YOUR INSTRUCTIONS
Down to the last line, repeat the records exactly.

Stored data:
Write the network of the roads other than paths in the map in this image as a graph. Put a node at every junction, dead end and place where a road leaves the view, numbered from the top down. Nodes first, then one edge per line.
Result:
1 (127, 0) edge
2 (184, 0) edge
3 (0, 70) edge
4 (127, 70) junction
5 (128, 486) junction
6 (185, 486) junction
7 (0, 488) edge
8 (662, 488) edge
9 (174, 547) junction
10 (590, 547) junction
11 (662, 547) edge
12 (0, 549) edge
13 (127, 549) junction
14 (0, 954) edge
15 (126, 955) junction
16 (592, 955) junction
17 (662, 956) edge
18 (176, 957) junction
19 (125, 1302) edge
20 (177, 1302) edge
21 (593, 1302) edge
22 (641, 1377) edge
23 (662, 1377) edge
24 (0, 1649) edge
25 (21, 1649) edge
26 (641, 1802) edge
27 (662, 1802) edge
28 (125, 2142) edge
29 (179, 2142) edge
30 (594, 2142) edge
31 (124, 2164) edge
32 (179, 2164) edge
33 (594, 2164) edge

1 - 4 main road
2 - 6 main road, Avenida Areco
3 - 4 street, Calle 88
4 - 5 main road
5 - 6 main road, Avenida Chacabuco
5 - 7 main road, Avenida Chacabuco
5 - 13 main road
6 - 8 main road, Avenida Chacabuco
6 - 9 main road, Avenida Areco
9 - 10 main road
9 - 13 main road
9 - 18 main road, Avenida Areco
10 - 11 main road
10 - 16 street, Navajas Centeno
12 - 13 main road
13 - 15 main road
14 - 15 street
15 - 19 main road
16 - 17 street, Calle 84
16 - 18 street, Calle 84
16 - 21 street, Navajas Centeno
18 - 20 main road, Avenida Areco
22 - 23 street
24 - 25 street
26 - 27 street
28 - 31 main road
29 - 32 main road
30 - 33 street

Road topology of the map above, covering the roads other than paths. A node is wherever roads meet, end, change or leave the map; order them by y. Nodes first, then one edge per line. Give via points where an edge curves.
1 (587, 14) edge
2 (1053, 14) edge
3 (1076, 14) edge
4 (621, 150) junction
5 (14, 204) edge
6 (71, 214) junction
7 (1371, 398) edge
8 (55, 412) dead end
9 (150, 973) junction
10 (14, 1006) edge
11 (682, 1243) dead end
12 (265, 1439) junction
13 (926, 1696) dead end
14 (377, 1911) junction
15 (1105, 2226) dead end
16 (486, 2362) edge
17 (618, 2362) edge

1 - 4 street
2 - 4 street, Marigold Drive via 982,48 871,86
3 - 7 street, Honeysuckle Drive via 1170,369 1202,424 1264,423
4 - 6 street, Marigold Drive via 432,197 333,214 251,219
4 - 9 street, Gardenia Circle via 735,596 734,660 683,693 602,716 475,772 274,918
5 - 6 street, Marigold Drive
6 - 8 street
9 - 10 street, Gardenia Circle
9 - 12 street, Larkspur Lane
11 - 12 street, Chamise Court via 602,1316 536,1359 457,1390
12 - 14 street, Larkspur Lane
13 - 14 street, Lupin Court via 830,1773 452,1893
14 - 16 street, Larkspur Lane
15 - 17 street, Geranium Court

ANSWER AREA
Write the network of the roads other than paths in the map in this image as a graph. Put a node at every junction, dead end and place where a road leaves the view, numbered from the top down. Nodes first, then one edge per line.
Result:
1 (127, 0) edge
2 (184, 0) edge
3 (0, 70) edge
4 (127, 70) junction
5 (128, 486) junction
6 (185, 486) junction
7 (0, 488) edge
8 (662, 488) edge
9 (174, 547) junction
10 (590, 547) junction
11 (662, 547) edge
12 (0, 549) edge
13 (127, 549) junction
14 (0, 954) edge
15 (126, 955) junction
16 (592, 955) junction
17 (662, 956) edge
18 (176, 957) junction
19 (125, 1302) edge
20 (177, 1302) edge
21 (593, 1302) edge
22 (641, 1377) edge
23 (662, 1377) edge
24 (0, 1649) edge
25 (21, 1649) edge
26 (641, 1802) edge
27 (662, 1802) edge
28 (125, 2142) edge
29 (179, 2142) edge
30 (594, 2142) edge
31 (124, 2164) edge
32 (179, 2164) edge
33 (594, 2164) edge

1 - 4 main road
2 - 6 main road, Avenida Areco
3 - 4 street, Calle 88
4 - 5 main road
5 - 6 main road, Avenida Chacabuco
5 - 7 main road, Avenida Chacabuco
5 - 13 main road
6 - 8 main road, Avenida Chacabuco
6 - 9 main road, Avenida Areco
9 - 10 main road
9 - 13 main road
9 - 18 main road, Avenida Areco
10 - 11 main road
10 - 16 street, Navajas Centeno
12 - 13 main road
13 - 15 main road
14 - 15 street
15 - 19 main road
16 - 17 street, Calle 84
16 - 18 street, Calle 84
16 - 21 street, Navajas Centeno
18 - 20 main road, Avenida Areco
22 - 23 street
24 - 25 street
26 - 27 street
28 - 31 main road
29 - 32 main road
30 - 33 street

Road topology of the map above, covering the roads other than paths. A node is wherever roads meet, end, change or leave the map; order them by y. Nodes first, then one edge per line. Give via points where an edge curves.
1 (587, 14) edge
2 (1053, 14) edge
3 (1076, 14) edge
4 (621, 150) junction
5 (14, 204) edge
6 (71, 214) junction
7 (1371, 398) edge
8 (55, 412) dead end
9 (150, 973) junction
10 (14, 1006) edge
11 (682, 1243) dead end
12 (265, 1439) junction
13 (926, 1696) dead end
14 (377, 1911) junction
15 (1105, 2226) dead end
16 (486, 2362) edge
17 (618, 2362) edge

1 - 4 street
2 - 4 street, Marigold Drive via 982,48 871,86
3 - 7 street, Honeysuckle Drive via 1170,369 1202,424 1264,423
4 - 6 street, Marigold Drive via 432,197 333,214 251,219
4 - 9 street, Gardenia Circle via 735,596 734,660 683,693 602,716 475,772 274,918
5 - 6 street, Marigold Drive
6 - 8 street
9 - 10 street, Gardenia Circle
9 - 12 street, Larkspur Lane
11 - 12 street, Chamise Court via 602,1316 536,1359 457,1390
12 - 14 street, Larkspur Lane
13 - 14 street, Lupin Court via 830,1773 452,1893
14 - 16 street, Larkspur Lane
15 - 17 street, Geranium Court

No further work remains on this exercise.